Research in Motion, the Waterloo based mobile giant, is rumored to be looking into acquiring a portion of Dropbox, a popular cloud based file hosting service which enables users to store and share their photos, docs and videos anywhere, according to an ex-RIM employee.
Dropbox is a freemium product, meaning that certain features are free and some features users pay for, such as storage over 2 GB. Currently Dropbox is offered on a wide variety of desktop and mobile platforms like Windows, Mac OS X, Linux, iPhone, Android, Windows Phone 7 and Blackberry.
In the past several weeks Dropbox has been speaking to investors to raise further funding. The company, which is valued at over $1 billion, has to date only raised $7.2 million in funding and is looking for something between $200 and $300 million, according to Techcrunch.

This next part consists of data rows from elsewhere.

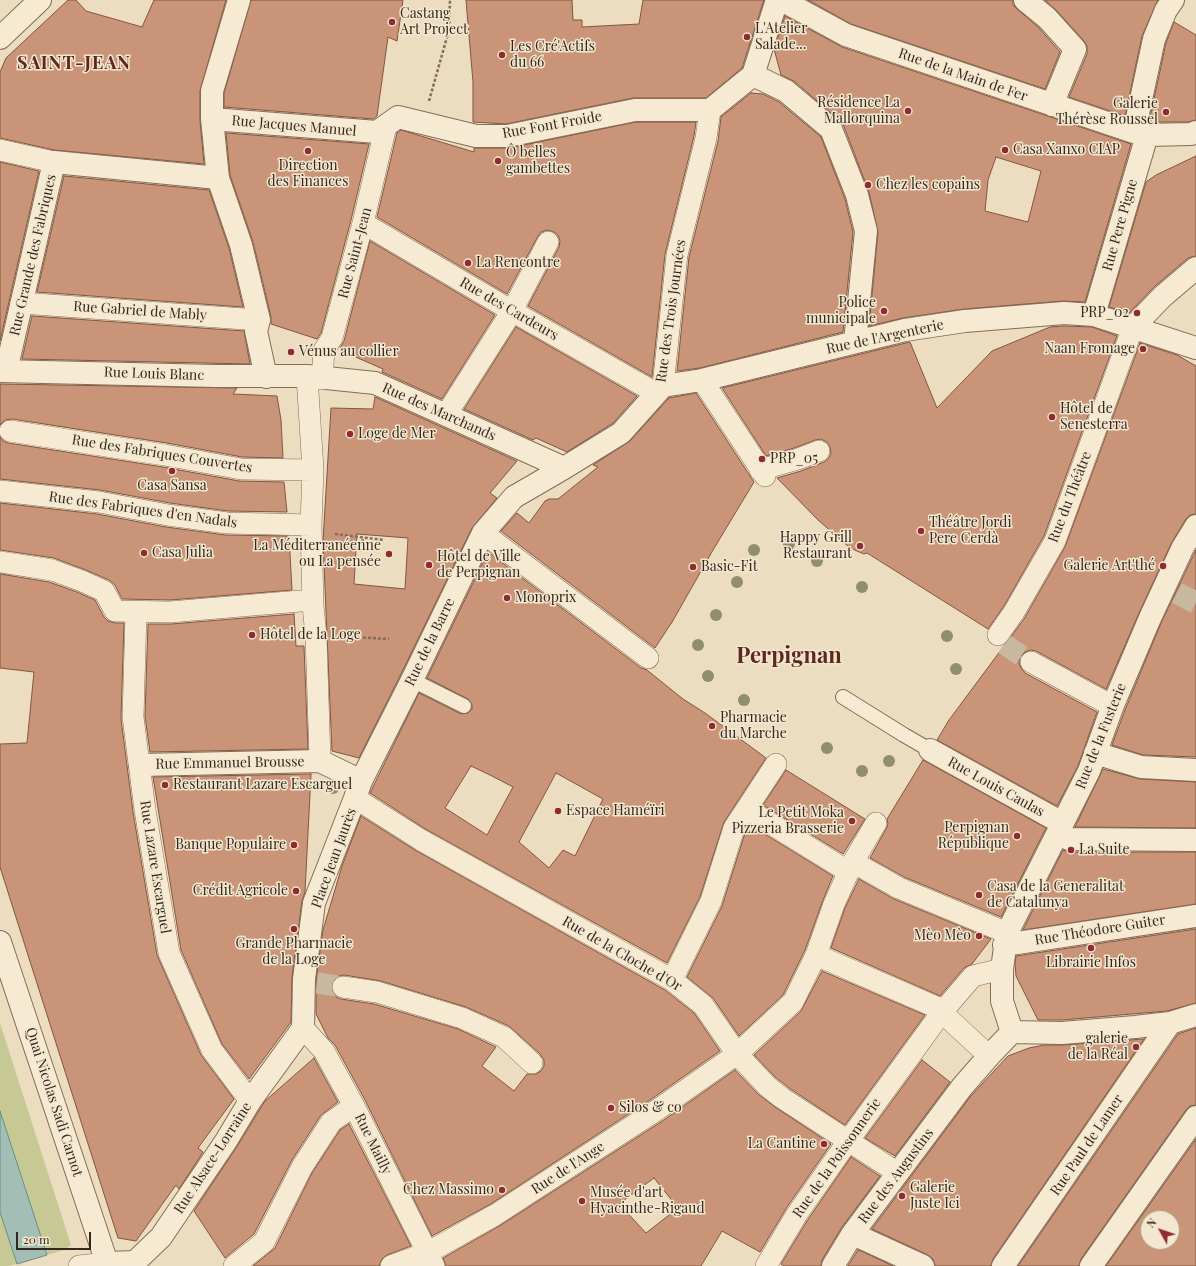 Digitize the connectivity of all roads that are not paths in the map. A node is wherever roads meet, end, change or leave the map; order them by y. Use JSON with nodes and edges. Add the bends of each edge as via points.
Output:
{"nodes":[{"id":1,"x":40,"y":0,"type":"edge"},
{"id":2,"x":239,"y":0,"type":"edge"},
{"id":3,"x":777,"y":0,"type":"edge"},
{"id":4,"x":786,"y":0,"type":"edge"},
{"id":5,"x":1025,"y":0,"type":"edge"},
{"id":6,"x":1173,"y":0,"type":"edge"},
{"id":7,"x":0,"y":38,"type":"edge"},
{"id":8,"x":753,"y":75,"type":"junction"},
{"id":9,"x":1052,"y":105,"type":"junction"},
{"id":10,"x":710,"y":110,"type":"junction"},
{"id":11,"x":212,"y":119,"type":"junction"},
{"id":12,"x":381,"y":129,"type":"junction"},
{"id":13,"x":1140,"y":134,"type":"junction"},
{"id":14,"x":1194,"y":135,"type":"edge"},
{"id":15,"x":0,"y":150,"type":"edge"},
{"id":16,"x":54,"y":162,"type":"junction"},
{"id":17,"x":218,"y":178,"type":"junction"},
{"id":18,"x":363,"y":223,"type":"junction"},
{"id":19,"x":548,"y":242,"type":"dead end"},
{"id":20,"x":1196,"y":268,"type":"edge"},
{"id":21,"x":21,"y":302,"type":"junction"},
{"id":22,"x":512,"y":312,"type":"junction"},
{"id":23,"x":1094,"y":316,"type":"junction"},
{"id":24,"x":259,"y":320,"type":"junction"},
{"id":25,"x":1133,"y":327,"type":"junction"},
{"id":26,"x":855,"y":342,"type":"junction"},
{"id":27,"x":1196,"y":348,"type":"edge"},
{"id":28,"x":3,"y":370,"type":"edge"},
{"id":29,"x":266,"y":377,"type":"junction"},
{"id":30,"x":315,"y":378,"type":"junction"},
{"id":31,"x":702,"y":380,"type":"junction"},
{"id":32,"x":659,"y":390,"type":"junction"},
{"id":33,"x":446,"y":415,"type":"junction"},
{"id":34,"x":10,"y":431,"type":"dead end"},
{"id":35,"x":819,"y":451,"type":"dead end"},
{"id":36,"x":564,"y":468,"type":"junction"},
{"id":37,"x":313,"y":470,"type":"junction"},
{"id":38,"x":0,"y":491,"type":"edge"},
{"id":39,"x":311,"y":525,"type":"junction"},
{"id":40,"x":1196,"y":526,"type":"edge"},
{"id":41,"x":483,"y":533,"type":"junction"},
{"id":42,"x":0,"y":562,"type":"edge"},
{"id":43,"x":312,"y":600,"type":"junction"},
{"id":44,"x":136,"y":612,"type":"junction"},
{"id":45,"x":998,"y":636,"type":"dead end"},
{"id":46,"x":648,"y":658,"type":"dead end"},
{"id":47,"x":1031,"y":662,"type":"tunnel mouth"},
{"id":48,"x":412,"y":680,"type":"junction"},
{"id":49,"x":843,"y":697,"type":"dead end"},
{"id":50,"x":1113,"y":705,"type":"junction"},
{"id":51,"x":464,"y":706,"type":"dead end"},
{"id":52,"x":930,"y":750,"type":"joint"},
{"id":53,"x":1096,"y":753,"type":"junction"},
{"id":54,"x":320,"y":761,"type":"junction"},
{"id":55,"x":776,"y":764,"type":"dead end"},
{"id":56,"x":140,"y":765,"type":"junction"},
{"id":57,"x":1196,"y":770,"type":"edge"},
{"id":58,"x":358,"y":790,"type":"junction"},
{"id":59,"x":747,"y":809,"type":"junction"},
{"id":60,"x":876,"y":823,"type":"dead end"},
{"id":61,"x":1060,"y":828,"type":"junction"},
{"id":62,"x":1196,"y":840,"type":"edge"},
{"id":63,"x":851,"y":867,"type":"junction"},
{"id":64,"x":1196,"y":916,"type":"edge"},
{"id":65,"x":1005,"y":939,"type":"junction"},
{"id":66,"x":0,"y":942,"type":"edge"},
{"id":67,"x":816,"y":955,"type":"junction"},
{"id":68,"x":1002,"y":969,"type":"junction"},
{"id":69,"x":672,"y":980,"type":"junction"},
{"id":70,"x":343,"y":987,"type":"tunnel mouth"},
{"id":71,"x":942,"y":1012,"type":"junction"},
{"id":72,"x":1196,"y":1015,"type":"edge"},
{"id":73,"x":1170,"y":1023,"type":"junction"},
{"id":74,"x":303,"y":1028,"type":"junction"},
{"id":75,"x":1012,"y":1032,"type":"junction"},
{"id":76,"x":737,"y":1054,"type":"junction"},
{"id":77,"x":989,"y":1056,"type":"junction"},
{"id":78,"x":532,"y":1063,"type":"dead end"},
{"id":79,"x":250,"y":1101,"type":"junction"},
{"id":80,"x":354,"y":1106,"type":"junction"},
{"id":81,"x":1196,"y":1117,"type":"edge"},
{"id":82,"x":848,"y":1141,"type":"junction"},
{"id":83,"x":898,"y":1173,"type":"junction"},
{"id":84,"x":853,"y":1233,"type":"junction"},
{"id":85,"x":430,"y":1259,"type":"edge"},
{"id":86,"x":108,"y":1264,"type":"edge"},
{"id":87,"x":79,"y":1266,"type":"edge"},
{"id":88,"x":234,"y":1266,"type":"edge"},
{"id":89,"x":390,"y":1266,"type":"edge"},
{"id":90,"x":766,"y":1266,"type":"edge"},
{"id":91,"x":833,"y":1266,"type":"edge"},
{"id":92,"x":923,"y":1266,"type":"edge"},
{"id":93,"x":1003,"y":1266,"type":"edge"},
{"id":94,"x":1090,"y":1266,"type":"edge"}],
"edges":[{"from":1,"to":7,"type":"street"},
{"from":2,"to":11,"type":"street","via":[[212,91]]},
{"from":3,"to":8,"type":"street"},
{"from":4,"to":9,"type":"street","name":"Rue de la Main de Fer","via":[[846,35]]},
{"from":5,"to":9,"type":"street","via":[[1048,18],[1074,49]]},
{"from":6,"to":13,"type":"street","name":"Rue Pere Pigne","via":[[1154,39]]},
{"from":8,"to":10,"type":"street"},
{"from":8,"to":26,"type":"street","via":[[786,91],[831,130],[857,194],[866,231]]},
{"from":9,"to":13,"type":"street","name":"Rue de la Main de Fer"},
{"from":10,"to":12,"type":"street","name":"Rue Font Froide","via":[[635,110],[507,136],[476,136],[398,118]]},
{"from":10,"to":32,"type":"street","name":"Rue des Trois Journées","via":[[706,138],[677,255]]},
{"from":11,"to":12,"type":"street","name":"Rue Jacques Manuel"},
{"from":11,"to":17,"type":"street"},
{"from":12,"to":18,"type":"street","name":"Rue Saint-Jean"},
{"from":13,"to":14,"type":"street","name":"Rue de la Main de Fer"},
{"from":13,"to":23,"type":"street","name":"Rue Pere Pigne"},
{"from":15,"to":16,"type":"street","name":"Rue Grande des Fabriques"},
{"from":16,"to":17,"type":"street","name":"Rue Grande des Fabriques"},
{"from":16,"to":21,"type":"street","name":"Rue Grande des Fabriques"},
{"from":17,"to":24,"type":"street","via":[[242,245]]},
{"from":18,"to":22,"type":"street","name":"Rue des Cardeurs"},
{"from":18,"to":30,"type":"street","name":"Rue Saint-Jean","via":[[332,338],[324,350]]},
{"from":19,"to":22,"type":"street"},
{"from":20,"to":25,"type":"street","via":[[1163,296]]},
{"from":21,"to":24,"type":"street","name":"Rue Gabriel de Mably"},
{"from":21,"to":28,"type":"street","name":"Rue Grande des Fabriques"},
{"from":22,"to":32,"type":"street","name":"Rue des Cardeurs"},
{"from":22,"to":33,"type":"street"},
{"from":23,"to":25,"type":"street","name":"Rue de l'Argenterie"},
{"from":23,"to":26,"type":"street","name":"Rue de l'Argenterie","via":[[1064,313],[965,321],[905,330]]},
{"from":24,"to":29,"type":"street","via":[[256,331]]},
{"from":25,"to":27,"type":"street","name":"Rue de l'Argenterie"},
{"from":25,"to":45,"type":"street","name":"Rue du Théâtre","via":[[1055,541]]},
{"from":26,"to":31,"type":"street","name":"Rue de l'Argenterie"},
{"from":28,"to":29,"type":"street","name":"Rue Louis Blanc"},
{"from":29,"to":30,"type":"street","name":"Rue Louis Blanc"},
{"from":30,"to":33,"type":"street","name":"Rue des Marchands","via":[[375,383]]},
{"from":30,"to":37,"type":"street","name":"Rue Saint-Jean"},
{"from":31,"to":32,"type":"street","name":"Rue de l'Argenterie"},
{"from":31,"to":35,"type":"street","via":[[762,473]]},
{"from":32,"to":36,"type":"street","name":"Rue des Trois Journées","via":[[621,433]]},
{"from":33,"to":36,"type":"street","name":"Rue des Marchands"},
{"from":34,"to":37,"type":"street","name":"Rue des Fabriques Couvertes","via":[[241,469]]},
{"from":36,"to":41,"type":"street","name":"Rue de la Barre","via":[[514,497]]},
{"from":37,"to":39,"type":"street","name":"Rue Saint-Jean"},
{"from":38,"to":39,"type":"street","name":"Rue des Fabriques d'en Nadals","via":[[99,502],[226,523]]},
{"from":39,"to":43,"type":"street","name":"Rue Saint-Jean"},
{"from":40,"to":50,"type":"street","name":"Rue de la Fusterie","via":[[1183,547],[1171,590]]},
{"from":41,"to":46,"type":"street"},
{"from":41,"to":48,"type":"street","name":"Rue de la Barre"},
{"from":42,"to":44,"type":"street","via":[[59,572],[104,591],[115,611]]},
{"from":43,"to":44,"type":"street","via":[[170,612]]},
{"from":43,"to":54,"type":"street","name":"Rue Saint-Jean","via":[[316,635]]},
{"from":44,"to":56,"type":"street","name":"Rue Lazare Escarguel","via":[[133,717]]},
{"from":47,"to":50,"type":"street"},
{"from":48,"to":51,"type":"lane"},
{"from":48,"to":58,"type":"street","name":"Rue de la Barre"},
{"from":49,"to":52,"type":"lane"},
{"from":50,"to":53,"type":"street","name":"Rue de la Fusterie"},
{"from":52,"to":61,"type":"street","name":"Rue Louis Caulas"},
{"from":53,"to":57,"type":"street","via":[[1140,767]]},
{"from":53,"to":61,"type":"street","name":"Rue de la Fusterie"},
{"from":54,"to":56,"type":"street","name":"Rue Emmanuel Brousse"},
{"from":54,"to":58,"type":"street"},
{"from":55,"to":59,"type":"street"},
{"from":56,"to":79,"type":"street","name":"Rue Lazare Escarguel","via":[[169,953],[212,1050]]},
{"from":58,"to":69,"type":"street","name":"Rue de la Cloche d'Or","via":[[421,840]]},
{"from":58,"to":74,"type":"street","name":"Place Jean Jaurès","via":[[314,903],[311,981]]},
{"from":59,"to":63,"type":"street"},
{"from":59,"to":69,"type":"street","via":[[734,828],[711,901]]},
{"from":60,"to":63,"type":"street","name":"Rue de l'Ange"},
{"from":61,"to":62,"type":"street","name":"Rue Louis Caulas","via":[[1069,839]]},
{"from":61,"to":65,"type":"street","name":"Rue de la Fusterie"},
{"from":63,"to":65,"type":"street","via":[[993,927]]},
{"from":63,"to":67,"type":"street","name":"Rue de l'Ange","via":[[834,904]]},
{"from":64,"to":65,"type":"street","name":"Rue Théodore Guiter"},
{"from":65,"to":68,"type":"street"},
{"from":66,"to":86,"type":"street","name":"Quai Nicolas Sadi Carnot"},
{"from":67,"to":71,"type":"street","via":[[936,1007]]},
{"from":67,"to":76,"type":"street","name":"Rue de l'Ange","via":[[793,1002]]},
{"from":68,"to":71,"type":"street","name":"Rue de la Poissonnerie","via":[[973,976]]},
{"from":68,"to":75,"type":"street","via":[[1002,1001]]},
{"from":69,"to":76,"type":"street","name":"Rue de la Cloche d'Or","via":[[703,1005]]},
{"from":70,"to":78,"type":"street","via":[[377,992],[462,1018],[504,1037]]},
{"from":71,"to":77,"type":"street"},
{"from":71,"to":82,"type":"street","name":"Rue de la Poissonnerie"},
{"from":72,"to":73,"type":"street"},
{"from":73,"to":75,"type":"street","via":[[1062,1033]]},
{"from":73,"to":93,"type":"street","name":"Rue Paul de Lamer"},
{"from":74,"to":79,"type":"street","name":"Rue Alsace-Lorraine"},
{"from":74,"to":80,"type":"street","name":"Rue Mailly","via":[[324,1051]]},
{"from":75,"to":77,"type":"street","name":"Rue des Augustins"},
{"from":76,"to":82,"type":"street","name":"Rue de la Cloche d'Or","via":[[782,1098]]},
{"from":76,"to":85,"type":"street","name":"Rue de l'Ange","via":[[657,1110]]},
{"from":77,"to":83,"type":"street","name":"Rue des Augustins","via":[[962,1087]]},
{"from":79,"to":86,"type":"street","name":"Rue Alsace-Lorraine","via":[[226,1141],[160,1237],[134,1262]]},
{"from":80,"to":85,"type":"street","name":"Rue Mailly"},
{"from":80,"to":88,"type":"street","via":[[331,1122],[302,1167],[264,1242]]},
{"from":81,"to":94,"type":"street"},
{"from":82,"to":83,"type":"street","name":"Rue de la Cloche d'Or"},
{"from":82,"to":90,"type":"street","name":"Rue de la Poissonnerie","via":[[797,1214]]},
{"from":83,"to":84,"type":"street","name":"Rue des Augustins"},
{"from":84,"to":91,"type":"street","name":"Rue des Augustins"},
{"from":84,"to":92,"type":"street"},
{"from":85,"to":89,"type":"street","name":"Rue de l'Ange"},
{"from":86,"to":87,"type":"street"}]}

For RIM, the acquisition on Dropbox makes complete sense. More and more users are dropping their files in the cloud and for business users to be able to have their files available to them anywhere is an important service. However, RIM is valued by their business users due to the secure architecture of their system, which is what Dropbox has been criticized for in the past.
This week RIM started releasing their new flagship Blackberry phones with their new operating system. Reviews are coming in and the overall consensus is very positive. An acquisition of Dropbox would go a long way towards showing Wall Street that RIM is in fact alive and in for a long fight.
Dropbox has over 25 million users, uploading over 200 million files a day.